BRIEF ->
Set down the entries exactly as they appear, apart from the images, which stay out.

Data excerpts
Start of Block
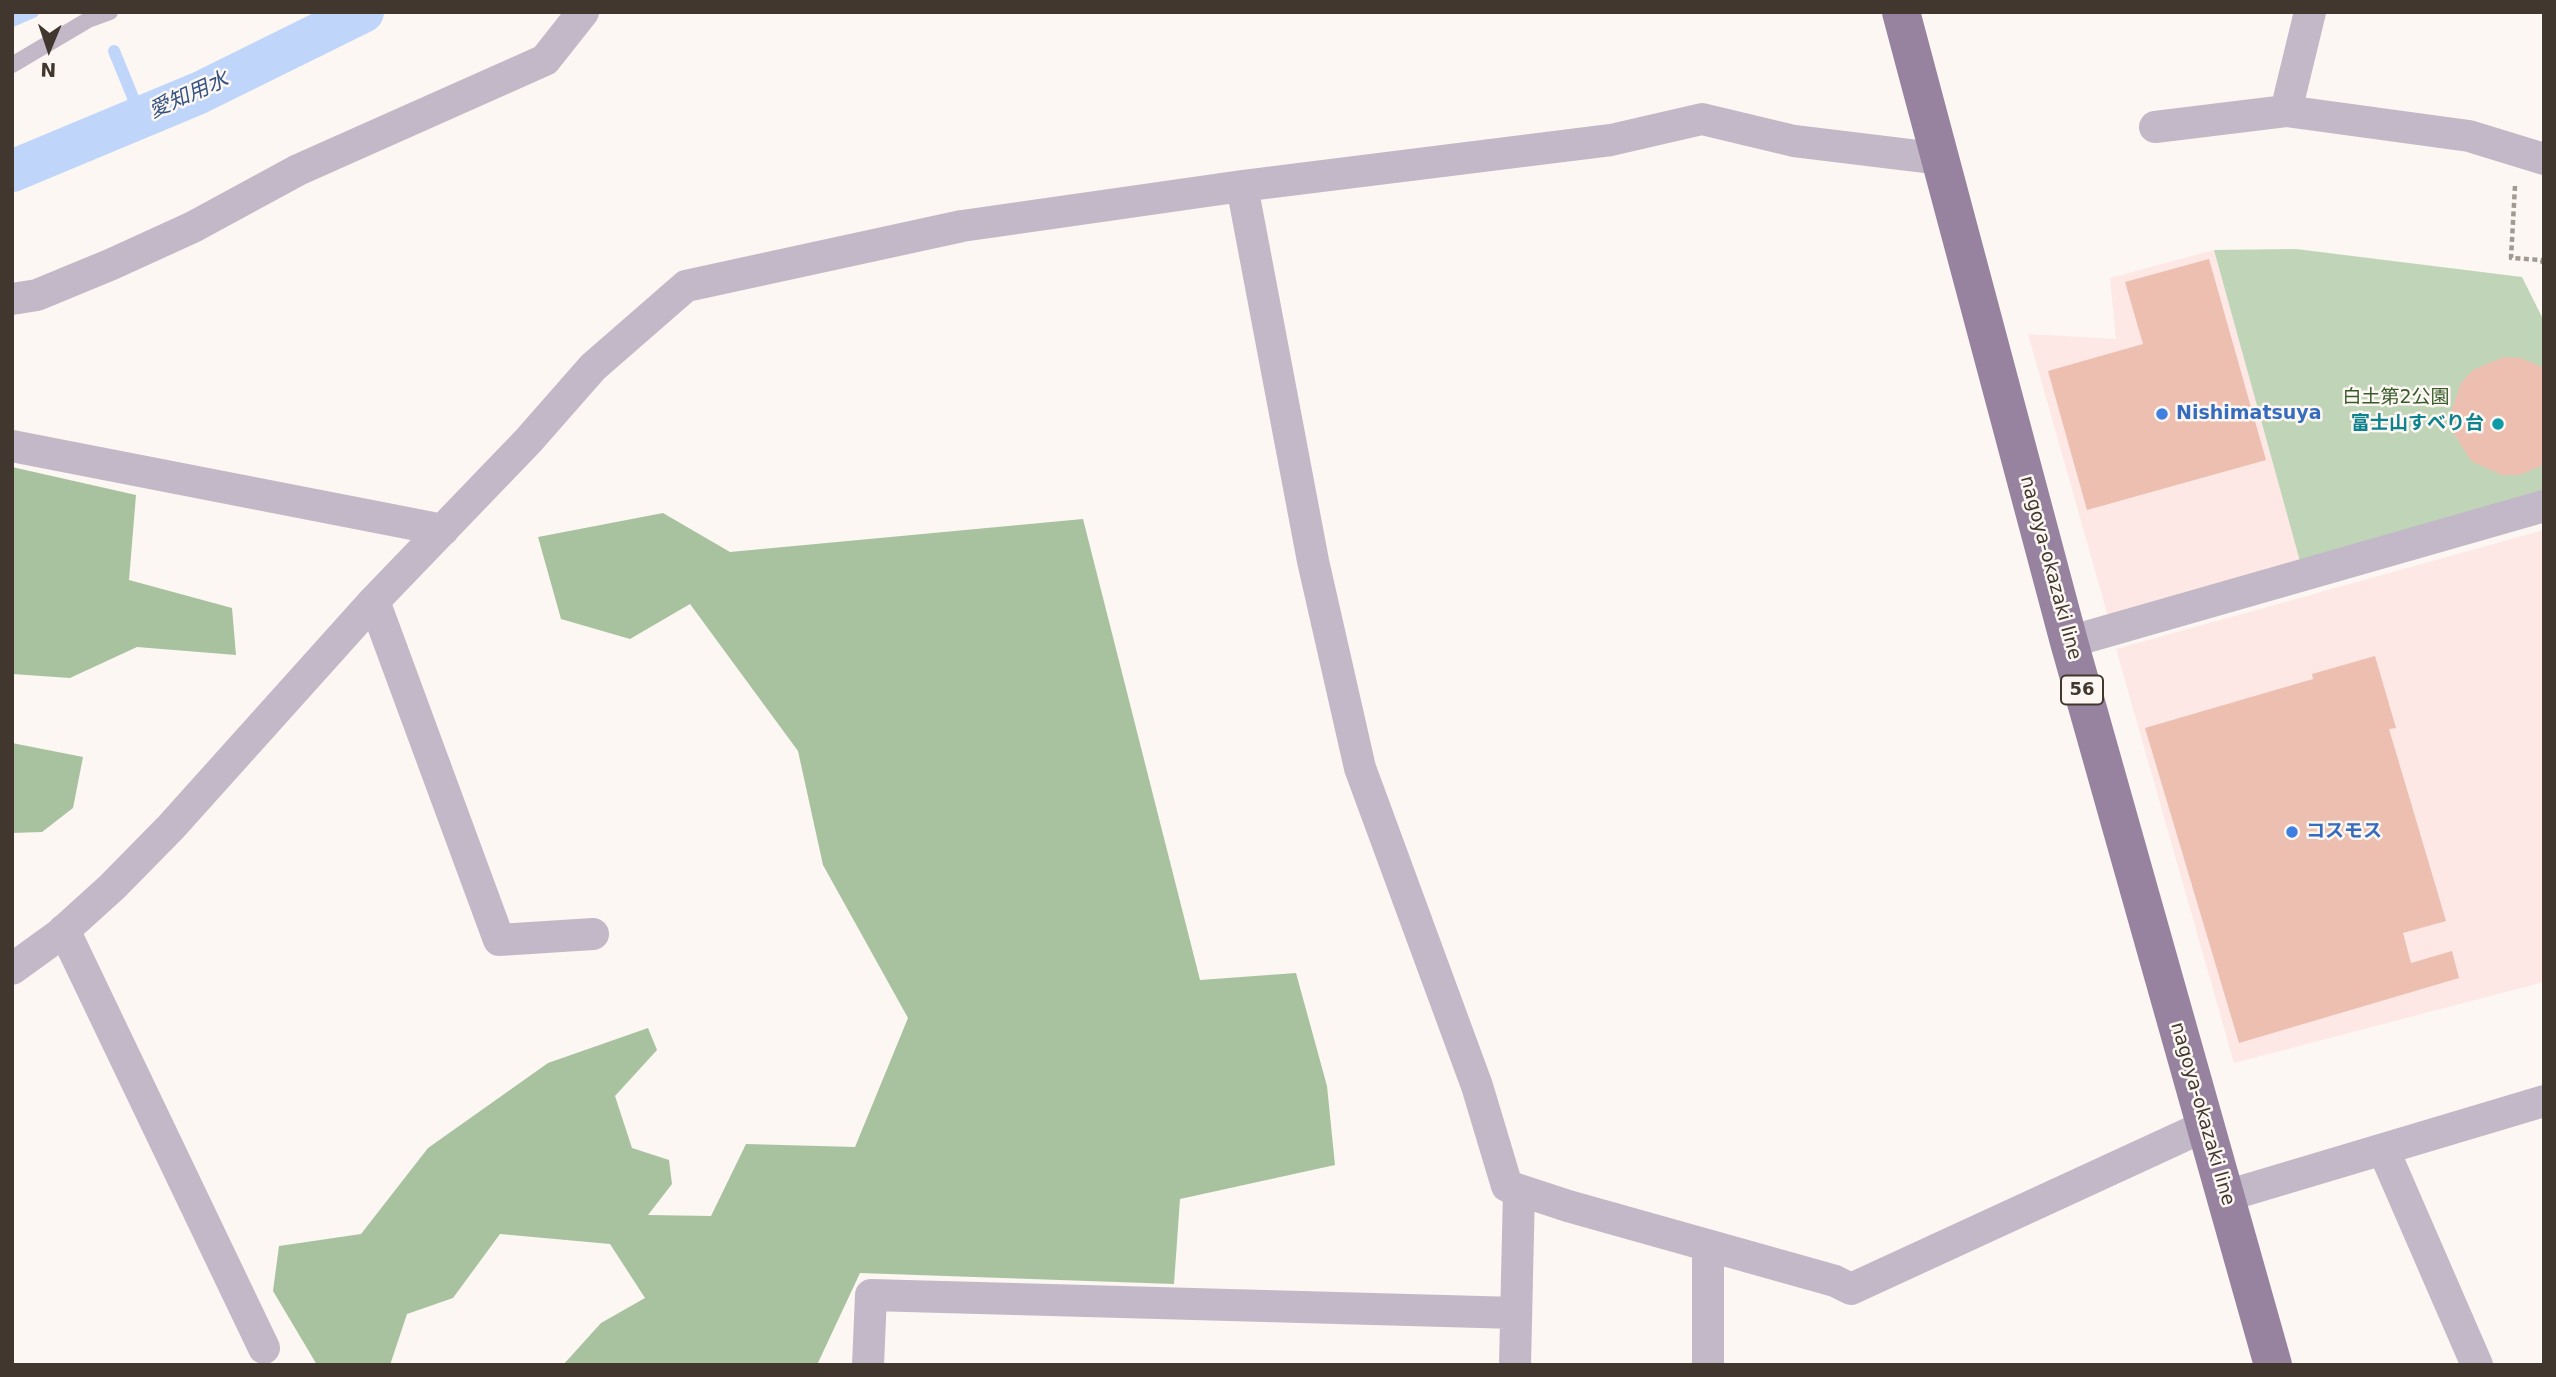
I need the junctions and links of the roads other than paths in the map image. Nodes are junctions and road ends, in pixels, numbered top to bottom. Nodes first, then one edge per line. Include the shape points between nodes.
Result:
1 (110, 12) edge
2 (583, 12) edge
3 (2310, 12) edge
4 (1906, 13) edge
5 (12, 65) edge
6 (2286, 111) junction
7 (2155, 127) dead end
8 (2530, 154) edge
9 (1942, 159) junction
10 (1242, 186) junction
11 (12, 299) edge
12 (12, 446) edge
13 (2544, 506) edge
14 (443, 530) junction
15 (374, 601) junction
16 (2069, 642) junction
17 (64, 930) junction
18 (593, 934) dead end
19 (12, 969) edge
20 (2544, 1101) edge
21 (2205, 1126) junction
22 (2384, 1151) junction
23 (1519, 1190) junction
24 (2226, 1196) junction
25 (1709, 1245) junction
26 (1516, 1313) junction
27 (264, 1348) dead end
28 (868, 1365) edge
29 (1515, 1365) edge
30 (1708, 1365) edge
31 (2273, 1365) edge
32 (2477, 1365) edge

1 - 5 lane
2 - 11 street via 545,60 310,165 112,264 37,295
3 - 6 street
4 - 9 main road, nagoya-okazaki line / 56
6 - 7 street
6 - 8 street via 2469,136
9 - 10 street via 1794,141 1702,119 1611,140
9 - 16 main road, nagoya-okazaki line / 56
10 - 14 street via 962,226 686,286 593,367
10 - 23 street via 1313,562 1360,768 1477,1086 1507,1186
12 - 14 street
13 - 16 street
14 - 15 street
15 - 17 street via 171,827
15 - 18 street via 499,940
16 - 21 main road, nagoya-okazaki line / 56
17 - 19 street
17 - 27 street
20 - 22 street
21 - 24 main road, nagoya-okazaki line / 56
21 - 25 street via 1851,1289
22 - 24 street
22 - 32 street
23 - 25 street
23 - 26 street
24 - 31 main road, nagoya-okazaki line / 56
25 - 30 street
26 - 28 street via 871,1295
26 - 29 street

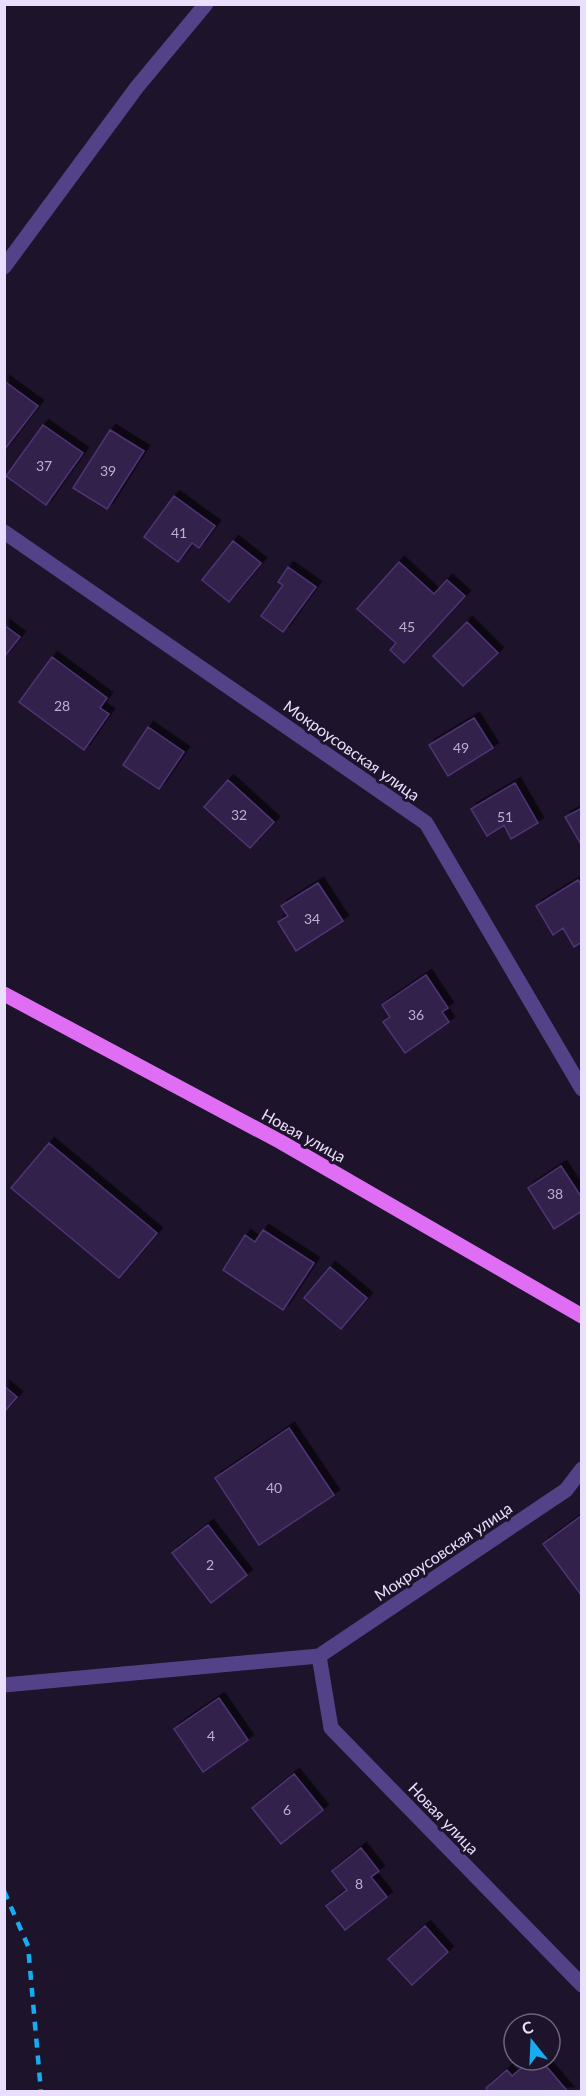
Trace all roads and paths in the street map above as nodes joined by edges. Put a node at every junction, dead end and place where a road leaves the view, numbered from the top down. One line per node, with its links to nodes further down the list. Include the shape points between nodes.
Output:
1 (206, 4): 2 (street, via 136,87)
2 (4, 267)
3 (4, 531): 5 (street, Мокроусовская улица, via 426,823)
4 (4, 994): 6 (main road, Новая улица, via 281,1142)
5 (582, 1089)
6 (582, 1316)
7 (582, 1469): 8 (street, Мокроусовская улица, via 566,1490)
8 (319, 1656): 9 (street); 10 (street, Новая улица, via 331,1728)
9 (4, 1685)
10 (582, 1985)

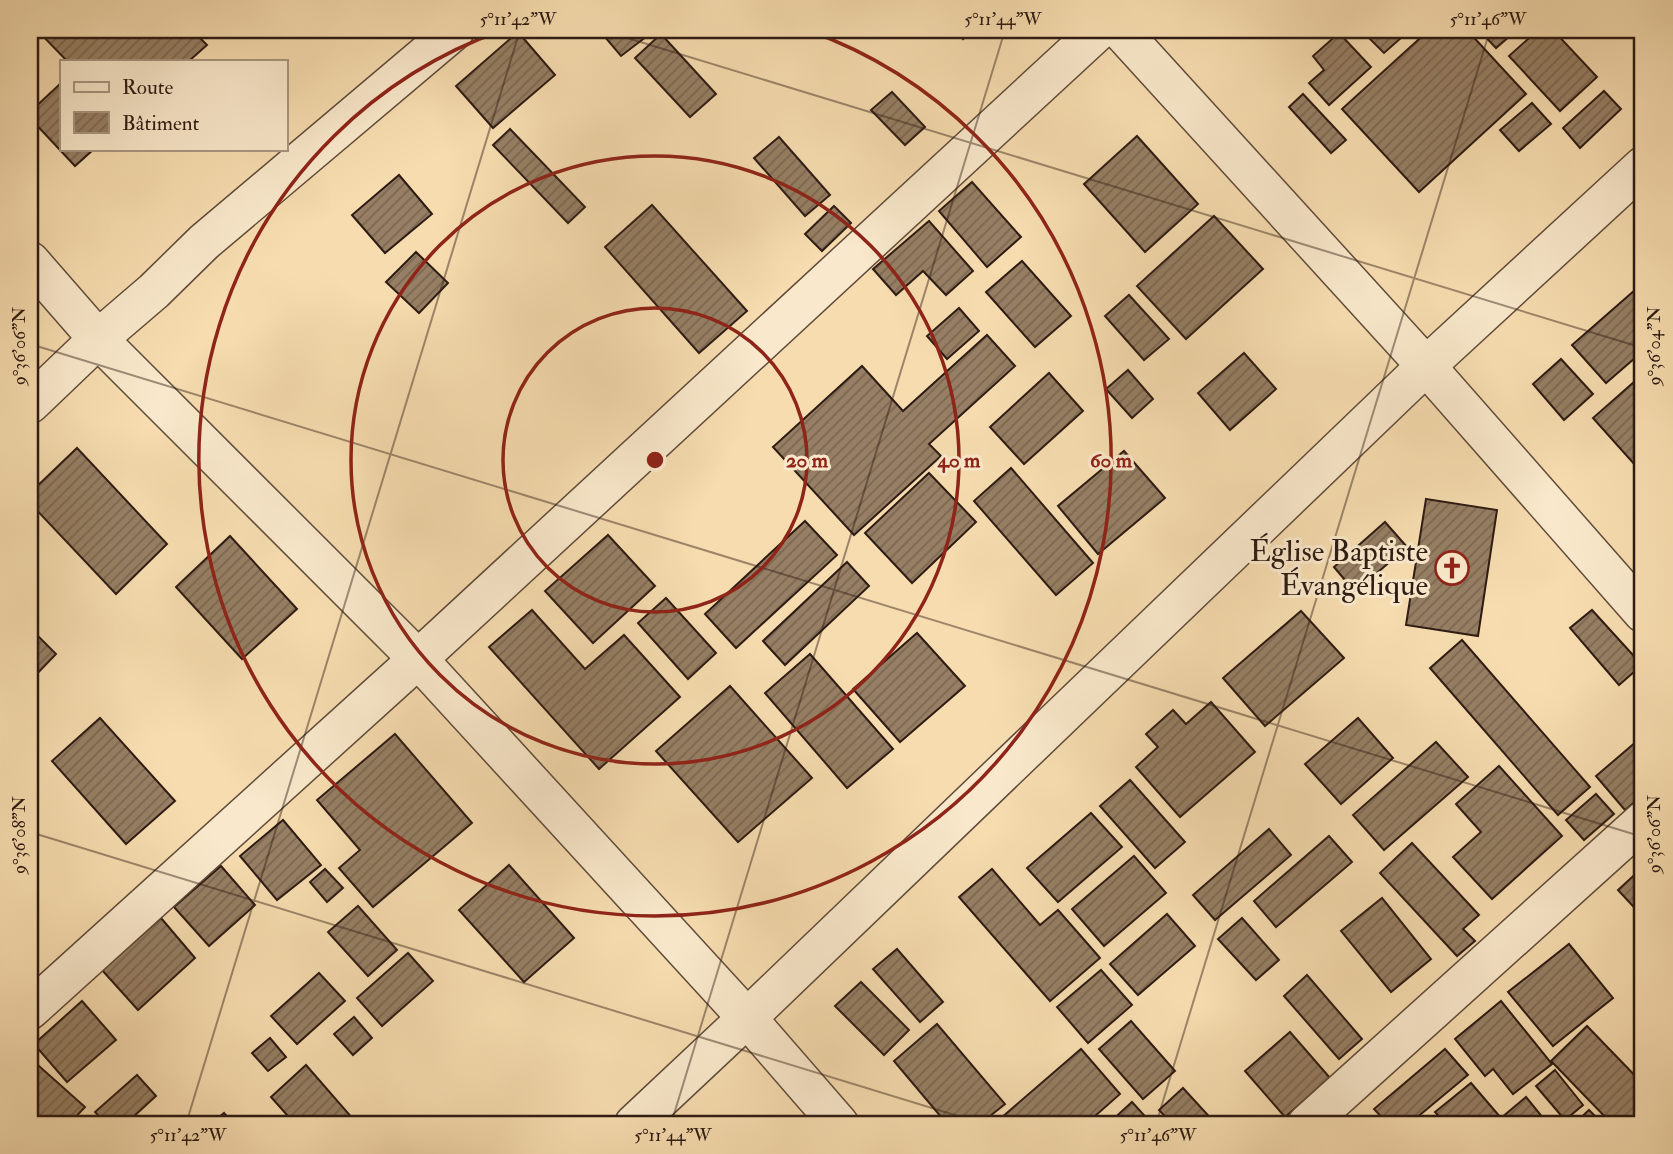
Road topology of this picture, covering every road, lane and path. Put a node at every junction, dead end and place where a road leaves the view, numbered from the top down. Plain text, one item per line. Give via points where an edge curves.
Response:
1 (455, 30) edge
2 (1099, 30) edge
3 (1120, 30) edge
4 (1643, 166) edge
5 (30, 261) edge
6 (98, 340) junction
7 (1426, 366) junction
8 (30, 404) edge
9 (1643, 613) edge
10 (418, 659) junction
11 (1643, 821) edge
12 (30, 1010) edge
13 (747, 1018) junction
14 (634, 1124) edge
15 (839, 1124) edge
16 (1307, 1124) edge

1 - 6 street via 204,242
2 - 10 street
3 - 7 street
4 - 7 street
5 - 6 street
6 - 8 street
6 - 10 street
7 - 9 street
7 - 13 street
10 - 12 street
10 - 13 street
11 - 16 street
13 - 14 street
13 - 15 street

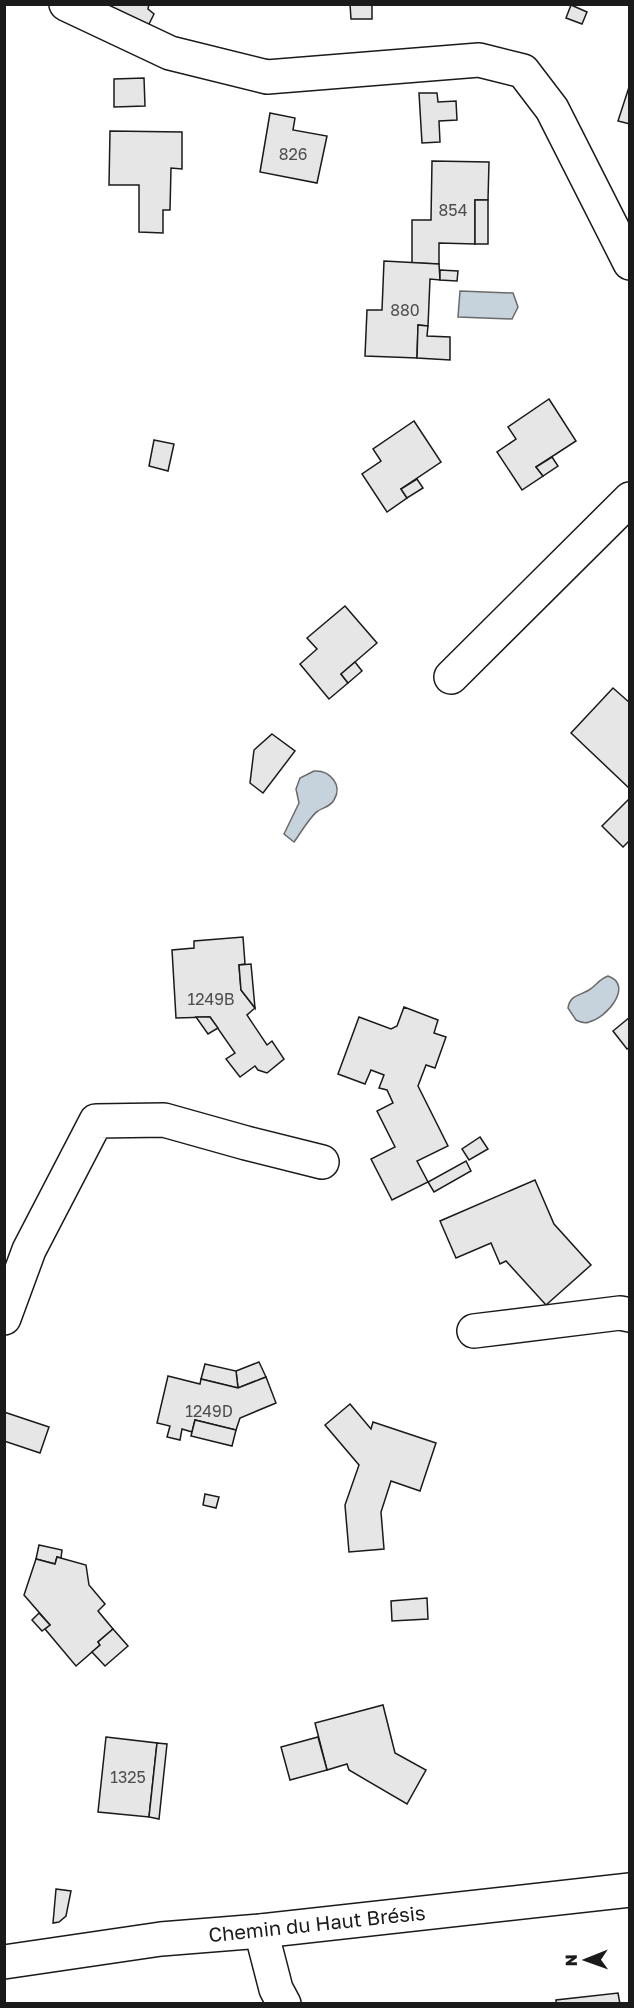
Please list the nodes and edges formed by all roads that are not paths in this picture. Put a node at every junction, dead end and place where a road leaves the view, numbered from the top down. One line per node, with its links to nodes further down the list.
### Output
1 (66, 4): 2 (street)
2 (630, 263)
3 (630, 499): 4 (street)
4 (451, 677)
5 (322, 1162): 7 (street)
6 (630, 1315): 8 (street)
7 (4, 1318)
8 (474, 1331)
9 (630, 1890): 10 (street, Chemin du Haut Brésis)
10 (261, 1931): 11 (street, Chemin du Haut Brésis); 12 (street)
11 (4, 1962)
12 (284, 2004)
End of Block
ANSWER TO THIS EXERCISE ->
I need the junctions and links of the roads other than paths in the map image. Nodes are junctions and road ends, in pixels, numbered top to bottom. Nodes first, then one edge per line. Include the shape points between nodes.
Result:
1 (110, 12) edge
2 (583, 12) edge
3 (2310, 12) edge
4 (1906, 13) edge
5 (12, 65) edge
6 (2286, 111) junction
7 (2155, 127) dead end
8 (2530, 154) edge
9 (1942, 159) junction
10 (1242, 186) junction
11 (12, 299) edge
12 (12, 446) edge
13 (2544, 506) edge
14 (443, 530) junction
15 (374, 601) junction
16 (2069, 642) junction
17 (64, 930) junction
18 (593, 934) dead end
19 (12, 969) edge
20 (2544, 1101) edge
21 (2205, 1126) junction
22 (2384, 1151) junction
23 (1519, 1190) junction
24 (2226, 1196) junction
25 (1709, 1245) junction
26 (1516, 1313) junction
27 (264, 1348) dead end
28 (868, 1365) edge
29 (1515, 1365) edge
30 (1708, 1365) edge
31 (2273, 1365) edge
32 (2477, 1365) edge

1 - 5 lane
2 - 11 street via 545,60 310,165 112,264 37,295
3 - 6 street
4 - 9 main road, nagoya-okazaki line / 56
6 - 7 street
6 - 8 street via 2469,136
9 - 10 street via 1794,141 1702,119 1611,140
9 - 16 main road, nagoya-okazaki line / 56
10 - 14 street via 962,226 686,286 593,367
10 - 23 street via 1313,562 1360,768 1477,1086 1507,1186
12 - 14 street
13 - 16 street
14 - 15 street
15 - 17 street via 171,827
15 - 18 street via 499,940
16 - 21 main road, nagoya-okazaki line / 56
17 - 19 street
17 - 27 street
20 - 22 street
21 - 24 main road, nagoya-okazaki line / 56
21 - 25 street via 1851,1289
22 - 24 street
22 - 32 street
23 - 25 street
23 - 26 street
24 - 31 main road, nagoya-okazaki line / 56
25 - 30 street
26 - 28 street via 871,1295
26 - 29 street

Trace all roads and paths in the street map above as nodes joined by edges. Put a node at every junction, dead end and place where a road leaves the view, numbered from the top down. One line per node, with its links to nodes further down the list. Include the shape points between nodes.
Output:
1 (206, 4): 2 (street, via 136,87)
2 (4, 267)
3 (4, 531): 5 (street, Мокроусовская улица, via 426,823)
4 (4, 994): 6 (main road, Новая улица, via 281,1142)
5 (582, 1089)
6 (582, 1316)
7 (582, 1469): 8 (street, Мокроусовская улица, via 566,1490)
8 (319, 1656): 9 (street); 10 (street, Новая улица, via 331,1728)
9 (4, 1685)
10 (582, 1985)

Road topology of this picture, covering every road, lane and path. Put a node at every junction, dead end and place where a road leaves the view, numbered from the top down. Plain text, one item per line. Give via points where an edge curves.
Response:
1 (455, 30) edge
2 (1099, 30) edge
3 (1120, 30) edge
4 (1643, 166) edge
5 (30, 261) edge
6 (98, 340) junction
7 (1426, 366) junction
8 (30, 404) edge
9 (1643, 613) edge
10 (418, 659) junction
11 (1643, 821) edge
12 (30, 1010) edge
13 (747, 1018) junction
14 (634, 1124) edge
15 (839, 1124) edge
16 (1307, 1124) edge

1 - 6 street via 204,242
2 - 10 street
3 - 7 street
4 - 7 street
5 - 6 street
6 - 8 street
6 - 10 street
7 - 9 street
7 - 13 street
10 - 12 street
10 - 13 street
11 - 16 street
13 - 14 street
13 - 15 street

Please list the nodes and edges formed by all roads that are not paths in this picture. Put a node at every junction, dead end and place where a road leaves the view, numbered from the top down. One line per node, with its links to nodes further down the list.
### Output
1 (66, 4): 2 (street)
2 (630, 263)
3 (630, 499): 4 (street)
4 (451, 677)
5 (322, 1162): 7 (street)
6 (630, 1315): 8 (street)
7 (4, 1318)
8 (474, 1331)
9 (630, 1890): 10 (street, Chemin du Haut Brésis)
10 (261, 1931): 11 (street, Chemin du Haut Brésis); 12 (street)
11 (4, 1962)
12 (284, 2004)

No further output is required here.